Women in the sixteenth and seventeenth centuries held a traditional role in the home and almost no where else.
5. The New Science and the Catholic Church
Many of the natural philosophers of the scientific revolution felt they were supporting the Catholic Church when they made these great discoveries, however, with the Church being constantly undermined during the last few centuries, the Church was becoming very defensive to heresy and sin. Galileo, who was a supported of Copernican theory, began openly opposing the Church's views. He was later condemned for this and required to renounce his views. Science was shown to be a touchy subject with the Roman Catholics.
Blaise Pascal, on the other end, hoped to blend the new sciences and faith. He refuted that reason and science belonged in the same domain as religion. he did not believe that reason should or could explain religion and for this reason denied atheists and deists.
Francis Bacon was a supported in the belief that the Bible and nature were irrefutable connected, as one could easily be connected to and support the other. This led to an understanding of the new sciences as a means to improve their lives and stop irrational wars from occurring. Writer's like John Ray believed people were placed on Earth to learn of it and then improve it. So naturally, this theory included economic expansion because this was one of the improvements they were hoping to create.

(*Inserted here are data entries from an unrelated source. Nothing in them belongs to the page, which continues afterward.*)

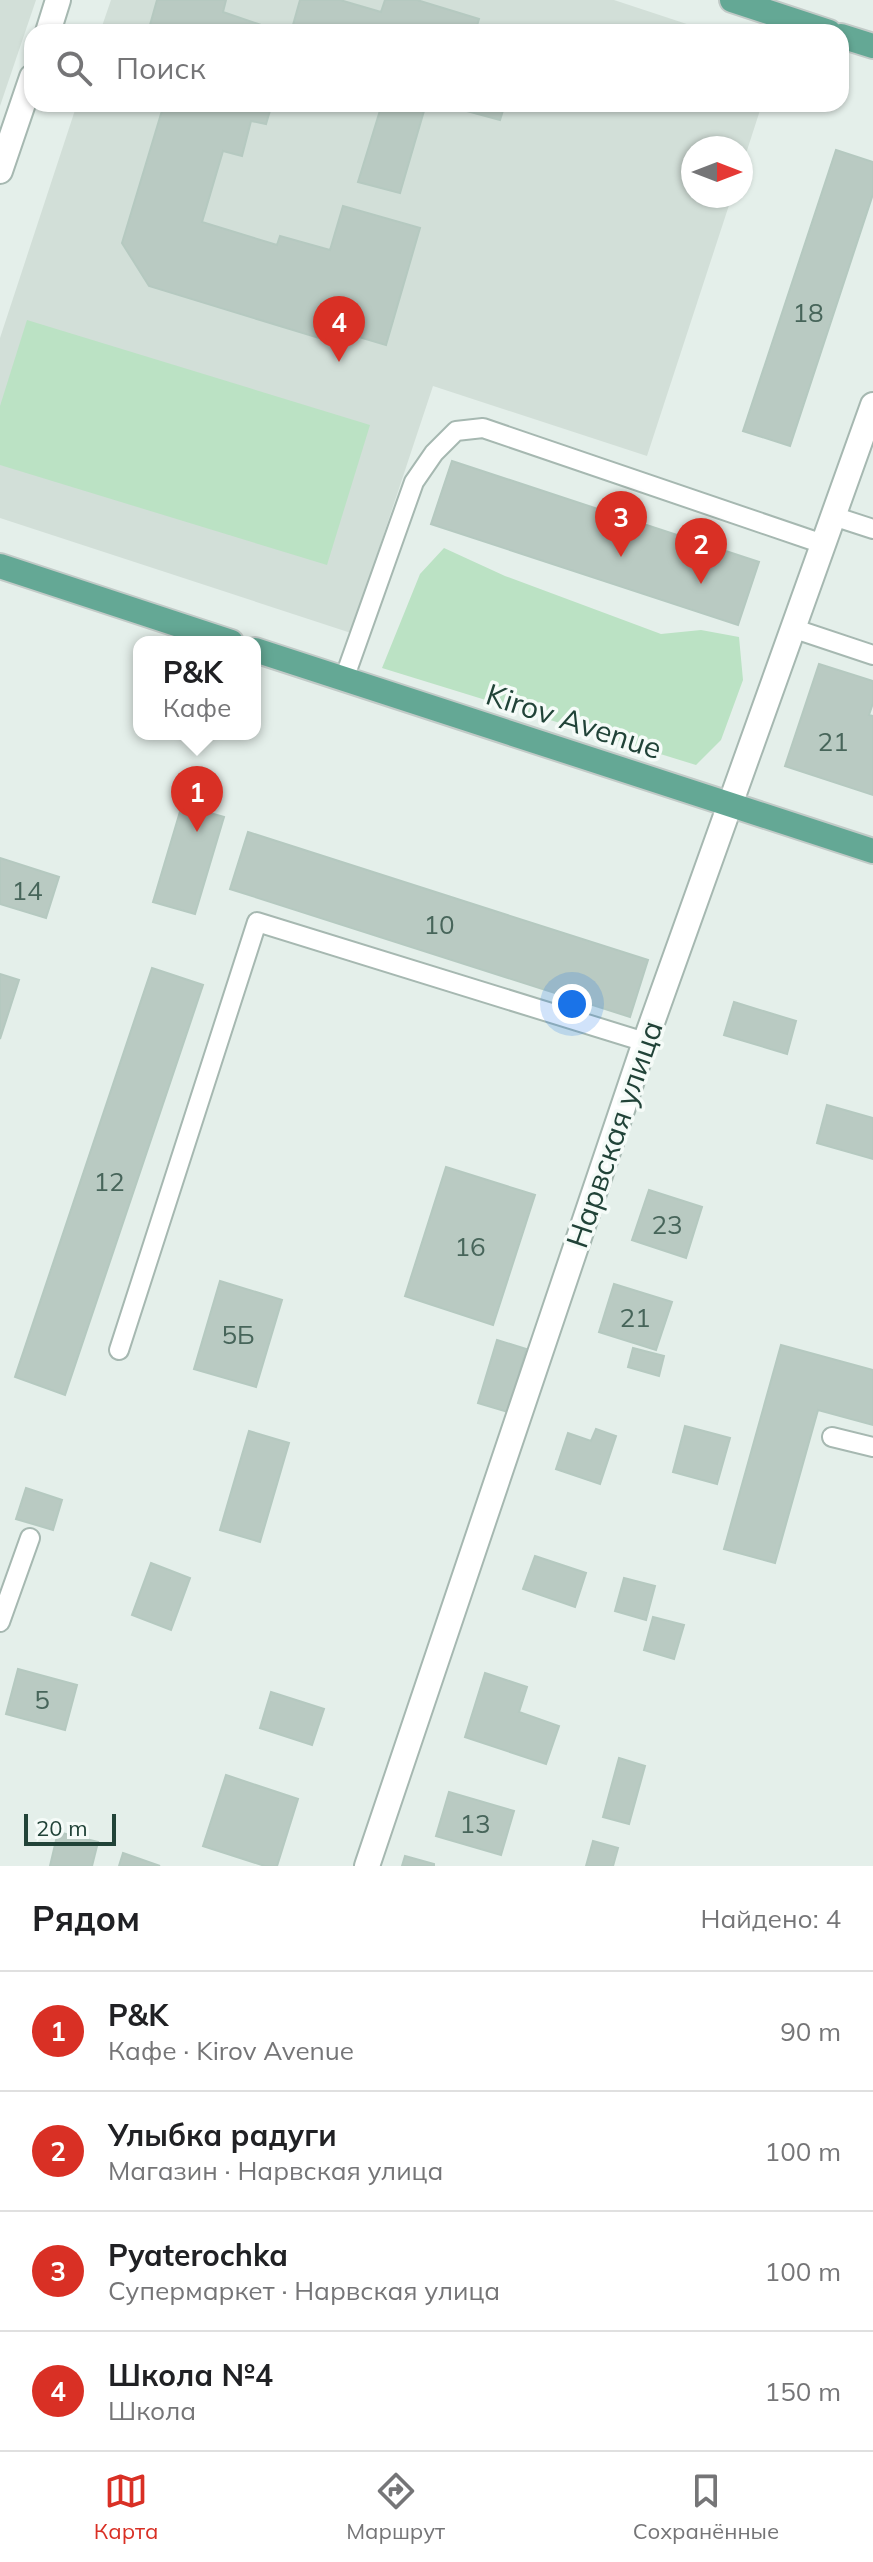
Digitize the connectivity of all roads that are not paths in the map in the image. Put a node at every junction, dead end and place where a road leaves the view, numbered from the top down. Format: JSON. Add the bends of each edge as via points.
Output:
{"nodes":[{"id":1,"x":58,"y":0,"type":"edge"},
{"id":2,"x":732,"y":0,"type":"edge"},
{"id":3,"x":50,"y":24,"type":"edge"},
{"id":4,"x":805,"y":24,"type":"edge"},
{"id":5,"x":849,"y":38,"type":"edge"},
{"id":6,"x":873,"y":46,"type":"edge"},
{"id":7,"x":24,"y":100,"type":"edge"},
{"id":8,"x":0,"y":171,"type":"edge"},
{"id":9,"x":873,"y":405,"type":"edge"},
{"id":10,"x":833,"y":516,"type":"junction"},
{"id":11,"x":873,"y":529,"type":"edge"},
{"id":12,"x":823,"y":544,"type":"junction"},
{"id":13,"x":0,"y":566,"type":"edge"},
{"id":14,"x":792,"y":628,"type":"junction"},
{"id":15,"x":213,"y":636,"type":"edge"},
{"id":16,"x":261,"y":652,"type":"edge"},
{"id":17,"x":873,"y":655,"type":"edge"},
{"id":18,"x":344,"y":679,"type":"junction"},
{"id":19,"x":728,"y":805,"type":"junction"},
{"id":20,"x":873,"y":851,"type":"edge"},
{"id":21,"x":645,"y":1042,"type":"junction"},
{"id":22,"x":119,"y":1350,"type":"dead end"},
{"id":23,"x":832,"y":1437,"type":"dead end"},
{"id":24,"x":873,"y":1447,"type":"edge"},
{"id":25,"x":30,"y":1538,"type":"dead end"},
{"id":26,"x":0,"y":1622,"type":"edge"},
{"id":27,"x":367,"y":1866,"type":"edge"}],
"edges":[{"from":1,"to":3,"type":"street"},
{"from":2,"to":4,"type":"main road"},
{"from":5,"to":6,"type":"main road"},
{"from":7,"to":8,"type":"street"},
{"from":9,"to":10,"type":"street","name":"Нарвская улица"},
{"from":10,"to":11,"type":"lane"},
{"from":10,"to":12,"type":"street","name":"Нарвская улица"},
{"from":12,"to":14,"type":"street","name":"Нарвская улица"},
{"from":12,"to":18,"type":"lane","via":[[483,428],[456,431],[414,482]]},
{"from":13,"to":15,"type":"main road"},
{"from":14,"to":17,"type":"lane"},
{"from":14,"to":19,"type":"street","name":"Нарвская улица"},
{"from":16,"to":18,"type":"main road","name":"Kirov Avenue"},
{"from":18,"to":19,"type":"main road","name":"Kirov Avenue"},
{"from":19,"to":20,"type":"main road","name":"Kirov Avenue"},
{"from":19,"to":21,"type":"street","name":"Нарвская улица"},
{"from":21,"to":22,"type":"lane","via":[[257,922]]},
{"from":21,"to":27,"type":"street","name":"Нарвская улица"},
{"from":23,"to":24,"type":"lane"},
{"from":25,"to":26,"type":"lane"}]}
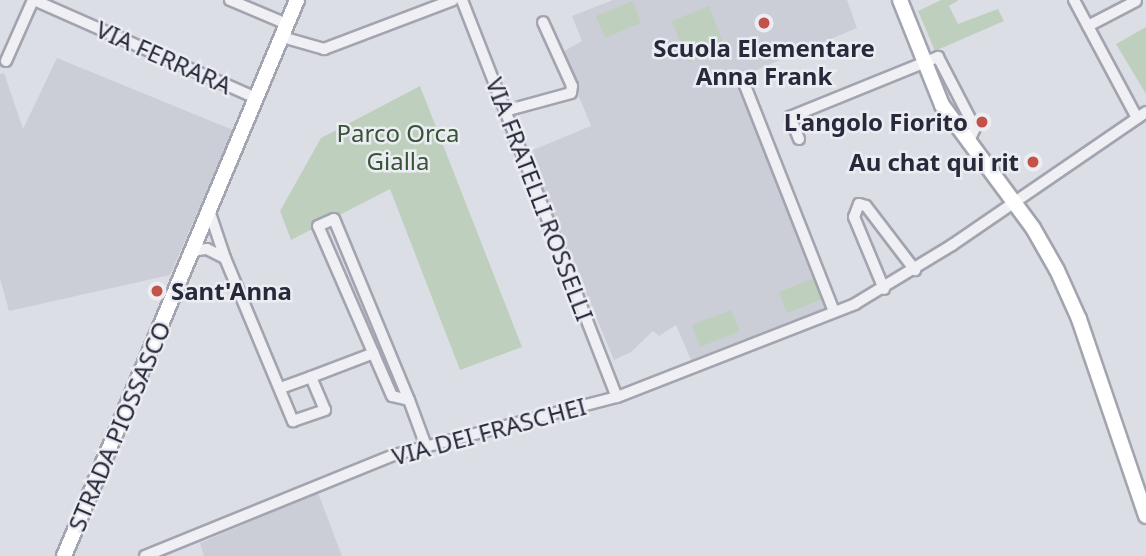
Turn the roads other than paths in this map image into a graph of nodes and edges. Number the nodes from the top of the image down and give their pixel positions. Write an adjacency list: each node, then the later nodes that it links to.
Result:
1 (33, 0): 12 (street, VIA FERRARA); 15 (street, VIA FERRARA)
2 (230, 0): 11 (street)
3 (297, 0): 11 (street, STRADA PIOSSASCO)
4 (453, 0): 11 (street)
5 (462, 0): 16 (street, VIA FRATELLI ROSSELLI)
6 (900, 0): 13 (street)
7 (1074, 0): 10 (street)
8 (1136, 1): 10 (street)
9 (543, 22): 16 (street)
10 (1088, 26): 17 (street)
11 (285, 30): 15 (street, STRADA PIOSSASCO)
12 (6, 61)
13 (923, 62): 18 (street); 19 (street)
14 (744, 83): 25 (street)
15 (256, 98): 20 (street, STRADA PIOSSASCO)
16 (505, 111): 29 (street, VIA FRATELLI ROSSELLI)
17 (1141, 115): 19 (street, VIA DEI FRASCHEI)
18 (799, 139)
19 (1012, 201): 23 (street, VIA DEI FRASCHEI); 32 (street)
20 (209, 210): 21 (street, STRADA PIOSSASCO); 22 (street)
21 (192, 251): 22 (street); 33 (street, STRADA PIOSSASCO)
22 (225, 258): 28 (street)
23 (915, 270): 24 (street, VIA DEI FRASCHEI); 24 (street)
24 (884, 289): 25 (street, VIA DEI FRASCHEI)
25 (834, 312): 29 (street, VIA DEI FRASCHEI)
26 (374, 353): 27 (street); 30 (street); 30 (street)
27 (311, 377): 28 (street); 28 (street)
28 (279, 388)
29 (617, 397): 31 (street, VIA DEI FRASCHEI)
30 (409, 400): 31 (street)
31 (426, 446): 34 (street, VIA DEI FRASCHEI)
32 (1146, 516)
33 (64, 556)
34 (145, 556)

6. Witchcraft and Witch Hunts
The witch hunts that occurred due to the scientific revolution can be explained as mass misunderstanding of the vast revelations of the time. Almost every God-fearing person in Western Europe believed in the power of demons and the occult, which facilitated fears about the sciences and new information that was being discovered. Some where between 70,000 to 100,000 people were being accused of witchcraft in almost every part of Europe due to this ignorance.
This happened in the sixteenth and seventeenth centuries, and also at the end of the Reformation because societies felt that their traditional defenses against the devil had been taken away by religious wars and political consolidation for loyalty. Instead of their traditions, people depended on themselves to stop witches and demons.